EsViT is a variant of Dino (from above) re-engineered to support efficient ViTs with patch merging / downsampling by taking into an account an extra regional loss between the augmented views. To quote the abstract, it outperforms its supervised counterpart on 17 out of 18 datasets at 3 times higher throughput.

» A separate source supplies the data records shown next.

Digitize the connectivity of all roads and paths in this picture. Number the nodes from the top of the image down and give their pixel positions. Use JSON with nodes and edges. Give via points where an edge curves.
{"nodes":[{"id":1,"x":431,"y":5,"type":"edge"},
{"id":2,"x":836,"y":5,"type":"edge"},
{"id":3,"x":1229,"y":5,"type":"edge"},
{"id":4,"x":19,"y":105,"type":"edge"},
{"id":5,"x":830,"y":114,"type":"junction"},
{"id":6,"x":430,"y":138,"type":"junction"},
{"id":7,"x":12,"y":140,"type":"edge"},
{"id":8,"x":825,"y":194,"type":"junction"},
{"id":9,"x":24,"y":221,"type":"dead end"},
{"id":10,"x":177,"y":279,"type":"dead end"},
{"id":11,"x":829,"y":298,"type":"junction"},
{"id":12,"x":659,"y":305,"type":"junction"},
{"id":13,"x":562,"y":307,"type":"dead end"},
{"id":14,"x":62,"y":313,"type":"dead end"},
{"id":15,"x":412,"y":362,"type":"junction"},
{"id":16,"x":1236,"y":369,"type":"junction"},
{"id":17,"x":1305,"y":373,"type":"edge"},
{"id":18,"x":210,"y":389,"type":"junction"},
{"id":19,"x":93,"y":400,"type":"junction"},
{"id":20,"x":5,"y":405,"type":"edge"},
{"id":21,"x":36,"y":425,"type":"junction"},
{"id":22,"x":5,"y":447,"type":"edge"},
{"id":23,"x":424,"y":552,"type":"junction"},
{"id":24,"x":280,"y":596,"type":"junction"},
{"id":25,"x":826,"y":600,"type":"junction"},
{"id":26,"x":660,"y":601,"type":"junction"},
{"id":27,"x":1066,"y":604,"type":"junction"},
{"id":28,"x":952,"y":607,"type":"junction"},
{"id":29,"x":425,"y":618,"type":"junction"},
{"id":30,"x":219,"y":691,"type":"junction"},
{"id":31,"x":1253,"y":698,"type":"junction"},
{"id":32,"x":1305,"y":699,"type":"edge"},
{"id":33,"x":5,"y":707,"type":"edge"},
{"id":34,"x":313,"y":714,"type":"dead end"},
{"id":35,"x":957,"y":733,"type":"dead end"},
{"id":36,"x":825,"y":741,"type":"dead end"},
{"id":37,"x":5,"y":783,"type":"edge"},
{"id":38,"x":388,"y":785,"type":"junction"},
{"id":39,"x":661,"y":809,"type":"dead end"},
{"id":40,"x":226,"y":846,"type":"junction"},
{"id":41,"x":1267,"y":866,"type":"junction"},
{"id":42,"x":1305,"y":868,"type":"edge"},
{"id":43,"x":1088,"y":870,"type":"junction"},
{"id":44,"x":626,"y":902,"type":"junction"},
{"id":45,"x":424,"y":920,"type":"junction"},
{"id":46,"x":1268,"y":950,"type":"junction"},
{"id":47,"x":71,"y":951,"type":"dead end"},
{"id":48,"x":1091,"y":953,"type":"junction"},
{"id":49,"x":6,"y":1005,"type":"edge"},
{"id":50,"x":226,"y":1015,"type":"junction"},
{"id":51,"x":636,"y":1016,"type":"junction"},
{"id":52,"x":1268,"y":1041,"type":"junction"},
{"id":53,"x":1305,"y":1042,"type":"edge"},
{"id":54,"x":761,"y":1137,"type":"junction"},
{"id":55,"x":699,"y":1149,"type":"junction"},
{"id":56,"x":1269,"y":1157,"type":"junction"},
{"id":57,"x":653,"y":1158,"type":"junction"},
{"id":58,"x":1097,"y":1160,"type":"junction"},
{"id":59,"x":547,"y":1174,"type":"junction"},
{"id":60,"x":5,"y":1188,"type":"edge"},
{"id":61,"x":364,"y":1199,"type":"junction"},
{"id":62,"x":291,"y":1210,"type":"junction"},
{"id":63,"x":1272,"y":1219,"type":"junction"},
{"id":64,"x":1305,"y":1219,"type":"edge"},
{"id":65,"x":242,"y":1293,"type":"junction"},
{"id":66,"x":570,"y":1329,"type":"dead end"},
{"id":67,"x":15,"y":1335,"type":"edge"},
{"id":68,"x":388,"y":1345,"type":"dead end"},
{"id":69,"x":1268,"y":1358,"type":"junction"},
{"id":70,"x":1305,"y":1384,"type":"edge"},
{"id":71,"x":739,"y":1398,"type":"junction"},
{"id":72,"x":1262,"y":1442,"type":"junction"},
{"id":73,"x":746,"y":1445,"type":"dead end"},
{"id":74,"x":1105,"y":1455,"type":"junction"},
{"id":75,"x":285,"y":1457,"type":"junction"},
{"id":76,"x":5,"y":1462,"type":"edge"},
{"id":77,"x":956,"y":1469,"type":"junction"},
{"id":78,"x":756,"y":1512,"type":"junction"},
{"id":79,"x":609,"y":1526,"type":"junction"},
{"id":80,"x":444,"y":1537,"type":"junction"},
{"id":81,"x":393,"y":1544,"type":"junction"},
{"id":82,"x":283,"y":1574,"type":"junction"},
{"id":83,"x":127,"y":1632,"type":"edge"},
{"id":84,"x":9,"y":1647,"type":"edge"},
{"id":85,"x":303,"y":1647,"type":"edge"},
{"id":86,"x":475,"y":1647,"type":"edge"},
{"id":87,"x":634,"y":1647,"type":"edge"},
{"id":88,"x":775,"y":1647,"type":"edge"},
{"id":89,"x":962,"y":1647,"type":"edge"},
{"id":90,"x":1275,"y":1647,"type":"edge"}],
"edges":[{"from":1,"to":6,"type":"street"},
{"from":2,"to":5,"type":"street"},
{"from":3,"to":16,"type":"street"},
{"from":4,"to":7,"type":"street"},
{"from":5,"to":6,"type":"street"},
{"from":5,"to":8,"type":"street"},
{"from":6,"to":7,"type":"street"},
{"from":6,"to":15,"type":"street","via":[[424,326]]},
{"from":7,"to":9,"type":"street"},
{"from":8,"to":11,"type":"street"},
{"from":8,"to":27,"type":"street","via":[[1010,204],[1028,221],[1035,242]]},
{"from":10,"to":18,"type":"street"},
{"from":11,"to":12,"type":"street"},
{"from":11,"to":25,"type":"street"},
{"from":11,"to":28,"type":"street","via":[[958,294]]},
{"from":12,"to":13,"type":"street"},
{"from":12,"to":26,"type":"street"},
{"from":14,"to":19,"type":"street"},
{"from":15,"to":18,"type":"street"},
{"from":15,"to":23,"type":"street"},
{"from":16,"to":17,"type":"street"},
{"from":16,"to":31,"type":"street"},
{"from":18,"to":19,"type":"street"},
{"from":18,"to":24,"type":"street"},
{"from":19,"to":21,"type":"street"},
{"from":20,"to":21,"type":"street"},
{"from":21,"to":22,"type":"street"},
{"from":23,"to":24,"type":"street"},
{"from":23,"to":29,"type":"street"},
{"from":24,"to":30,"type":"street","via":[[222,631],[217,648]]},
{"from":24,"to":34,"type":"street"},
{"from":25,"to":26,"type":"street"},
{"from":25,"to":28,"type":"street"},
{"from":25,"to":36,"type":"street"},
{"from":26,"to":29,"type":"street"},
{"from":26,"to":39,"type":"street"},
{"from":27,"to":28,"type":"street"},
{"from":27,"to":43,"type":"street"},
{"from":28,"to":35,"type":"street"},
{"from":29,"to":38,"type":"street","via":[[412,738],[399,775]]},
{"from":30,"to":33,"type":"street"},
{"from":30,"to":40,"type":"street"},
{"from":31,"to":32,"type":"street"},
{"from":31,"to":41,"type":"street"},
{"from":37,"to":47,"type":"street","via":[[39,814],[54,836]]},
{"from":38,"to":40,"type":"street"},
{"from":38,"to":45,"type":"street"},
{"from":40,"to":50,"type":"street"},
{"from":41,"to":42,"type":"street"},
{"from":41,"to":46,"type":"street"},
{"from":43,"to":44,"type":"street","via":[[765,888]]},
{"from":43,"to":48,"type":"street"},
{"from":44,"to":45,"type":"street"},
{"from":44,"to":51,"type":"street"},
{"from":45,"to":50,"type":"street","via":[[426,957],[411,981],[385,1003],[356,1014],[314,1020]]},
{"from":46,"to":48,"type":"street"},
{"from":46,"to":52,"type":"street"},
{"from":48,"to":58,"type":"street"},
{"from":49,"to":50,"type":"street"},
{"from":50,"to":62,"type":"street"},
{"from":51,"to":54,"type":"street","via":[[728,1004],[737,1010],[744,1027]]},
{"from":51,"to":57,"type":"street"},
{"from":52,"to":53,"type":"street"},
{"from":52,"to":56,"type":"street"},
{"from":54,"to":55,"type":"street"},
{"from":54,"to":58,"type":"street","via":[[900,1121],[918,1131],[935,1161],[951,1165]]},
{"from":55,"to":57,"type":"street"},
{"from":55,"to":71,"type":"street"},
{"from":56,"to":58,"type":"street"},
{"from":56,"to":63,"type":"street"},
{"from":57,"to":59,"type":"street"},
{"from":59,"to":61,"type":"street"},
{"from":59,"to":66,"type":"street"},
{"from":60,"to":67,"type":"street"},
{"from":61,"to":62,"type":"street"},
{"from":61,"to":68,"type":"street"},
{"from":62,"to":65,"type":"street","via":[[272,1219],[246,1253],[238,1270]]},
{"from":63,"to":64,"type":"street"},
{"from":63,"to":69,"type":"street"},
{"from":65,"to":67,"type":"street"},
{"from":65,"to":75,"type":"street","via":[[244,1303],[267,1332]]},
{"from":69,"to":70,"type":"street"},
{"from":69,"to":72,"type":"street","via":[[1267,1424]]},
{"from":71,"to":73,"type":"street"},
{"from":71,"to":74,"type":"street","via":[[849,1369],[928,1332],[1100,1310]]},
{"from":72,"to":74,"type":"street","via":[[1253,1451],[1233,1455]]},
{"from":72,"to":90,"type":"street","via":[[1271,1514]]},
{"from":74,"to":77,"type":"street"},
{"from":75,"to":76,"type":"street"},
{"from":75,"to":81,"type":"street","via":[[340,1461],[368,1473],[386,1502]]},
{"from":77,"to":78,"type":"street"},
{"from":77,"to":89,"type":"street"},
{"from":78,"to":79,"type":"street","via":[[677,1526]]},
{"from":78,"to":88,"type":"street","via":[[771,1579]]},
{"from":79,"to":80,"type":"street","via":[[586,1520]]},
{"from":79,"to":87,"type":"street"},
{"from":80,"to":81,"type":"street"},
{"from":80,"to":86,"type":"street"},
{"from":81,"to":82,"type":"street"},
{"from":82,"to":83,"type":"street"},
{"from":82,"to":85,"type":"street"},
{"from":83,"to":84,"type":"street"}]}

Even though it is named as though it were a new ViT variant, it actually is just a strategy for training any multistage ViT (in the paper, they focused on Swin). The example below will show how to use it with CvT. You'll need to set the hidden_layer to the name of the layer within your efficient ViT that outputs the non-average pooled visual representations, just before the global pooling and projection to logits.

import torch
from vit_pytorch.cvt import CvT
from vit_pytorch.es_vit import EsViTTrainer

cvt = CvT(
    num_classes = 1000,
    s1_emb_dim = 64,
    s1_emb_kernel = 7,
    s1_emb_stride = 4,
    s1_proj_kernel = 3,
    s1_kv_proj_stride = 2,
    s1_heads = 1,
    s1_depth = 1,
    s1_mlp_mult = 4,
    s2_emb_dim = 192,
    s2_emb_kernel = 3,
    s2_emb_stride = 2,
    s2_proj_kernel = 3,
    s2_kv_proj_stride = 2,
    s2_heads = 3,
    s2_depth = 2,
    s2_mlp_mult = 4,
    s3_emb_dim = 384,
    s3_emb_kernel = 3,
    s3_emb_stride = 2,
    s3_proj_kernel = 3,
    s3_kv_proj_stride = 2,
    s3_heads = 4,
    s3_depth = 10,
    s3_mlp_mult = 4,
    dropout = 0.
)

learner = EsViTTrainer(
    cvt,
    image_size = 256,
    hidden_layer = 'layers',           # hidden layer name or index, from which to extract the embedding
    projection_hidden_size = 256,      # projector network hidden dimension
    projection_layers = 4,             # number of layers in projection network
    num_classes_K = 65336,             # output logits dimensions (referenced as K in paper)
    student_temp = 0.9,                # student temperature
    teacher_temp = 0.04,               # teacher temperature, needs to be annealed from 0.04 to 0.07 over 30 epochs
    local_upper_crop_scale = 0.4,      # upper bound for local crop - 0.4 was recommended in the paper
    global_lower_crop_scale = 0.5,     # lower bound for global crop - 0.5 was recommended in the paper
    moving_average_decay = 0.9,        # moving average of encoder - paper showed anywhere from 0.9 to 0.999 was ok
    center_moving_average_decay = 0.9, # moving average of teacher centers - paper showed anywhere from 0.9 to 0.999 was ok
)

opt = torch.optim.AdamW(learner.parameters(), lr = 3e-4)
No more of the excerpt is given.